See Note 16. Subsequent Events for information regarding dividends declared subsequent to the balance sheet date.
Unvested RSUs and restricted shares carry dividend rights in which dividends are payable as the RSUs and restricted shares vest in accordance with the respective underlying grants. As of December 31, 2016, the Company had $688 of dividends payable related to such unvested RSUs and restricted shares. With respect to RSUs that vest based on both individual service requirements and the Company’s achievement of specific performance goals, the Company’s dividend payable is consistent with the Company’s assessment of the rate at which these awards would vest.
FBR & Co. Employee Stock Purchase Plan
Under the Employee Stock Purchase Plan (“Purchase Plan”), eligible employees may purchase common stock through payroll deductions at a price that is 85% of the lower of the market value of the common stock on the first day of the offering period or the last day of the offering period. In accordance with the provisions of ASC 718, “Compensation – Stock Compensation” (“ASC 718”), the Company is required to recognize compensation expense relating to shares offered under the Purchase Plan. For the years ended December 31, 2016, 2015 and 2014, the Company recognized compensation expense of $70, $177 and $247, respectively, related to the Purchase Plan.
Stock Compensation Plans
FBR & Co. Amended 2006 Long-Term Incentive Plan (“FBR & Co. Long-Term Incentive Plan”)

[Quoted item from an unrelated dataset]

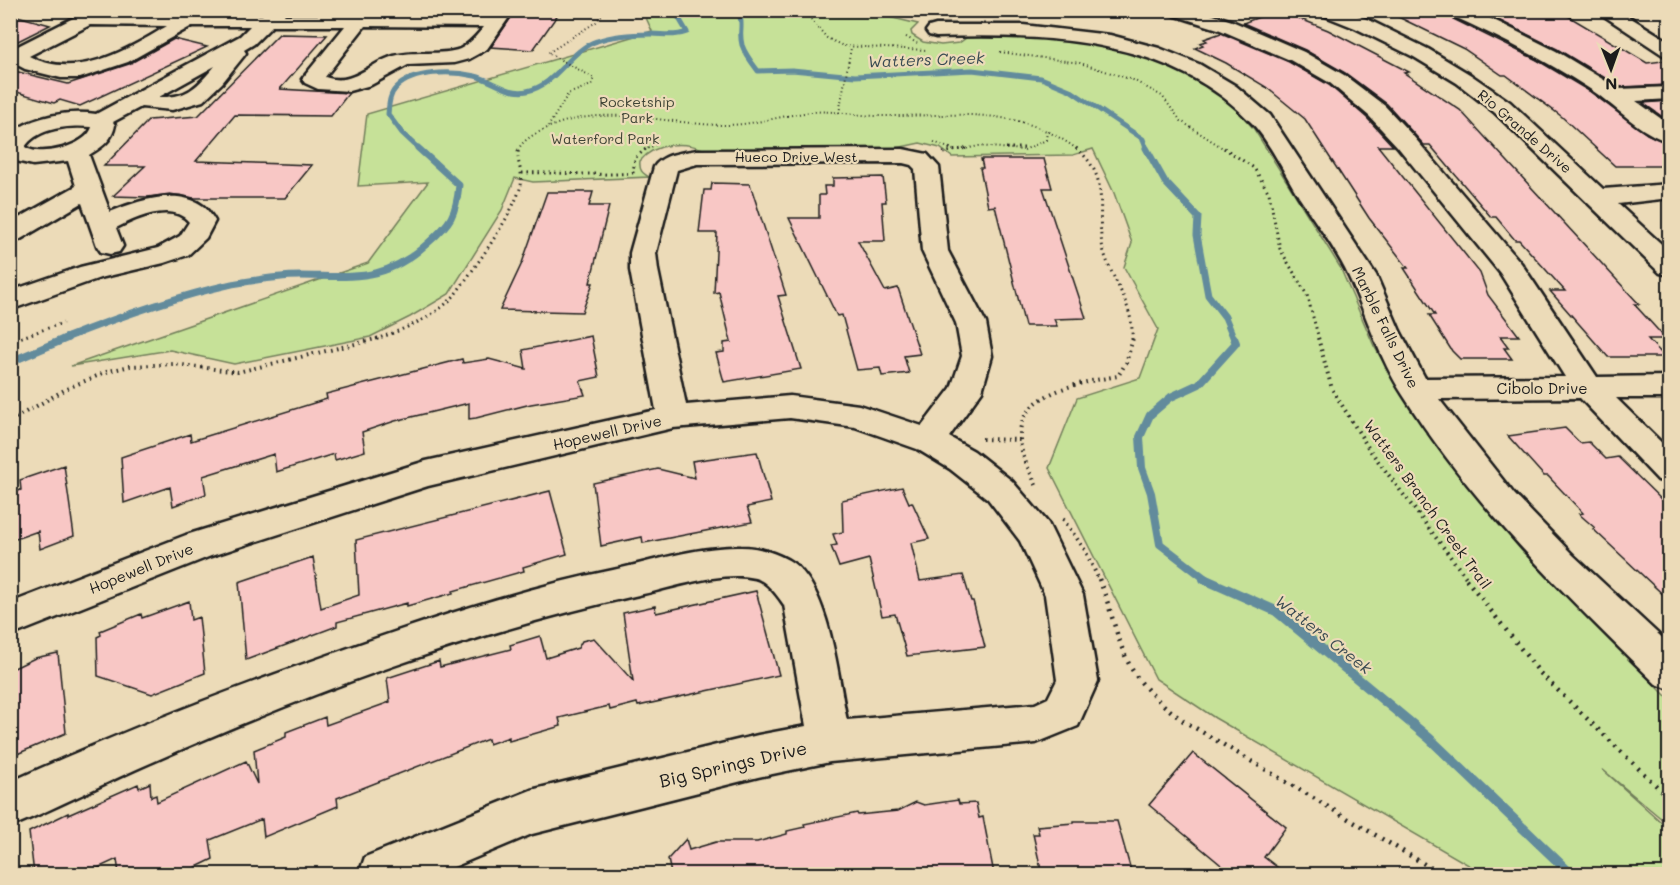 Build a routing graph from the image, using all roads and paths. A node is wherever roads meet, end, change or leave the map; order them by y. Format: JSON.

Under the FBR & Co. Long-Term Incentive Plan, as amended, the Company may grant options to purchase stock, stock appreciation rights, performance awards, restricted and unrestricted stock and RSUs for up to an aggregate of 7,217,496 shares of common stock, subject to increase under certain provisions of the plan, to eligible participants. Participants include employees, officers and directors of the Company and its subsidiaries. The plan’s termination date is October 22, 2023 unless it is terminated sooner by the Company’s Board of Directors. The FBR & Co. Long-Term Incentive Plan has a term of 10 years and options granted may have an exercise period of up to 10 years. Options may be incentive stock options, as defined by Section 422 of the Internal Revenue Code, or nonqualified stock options.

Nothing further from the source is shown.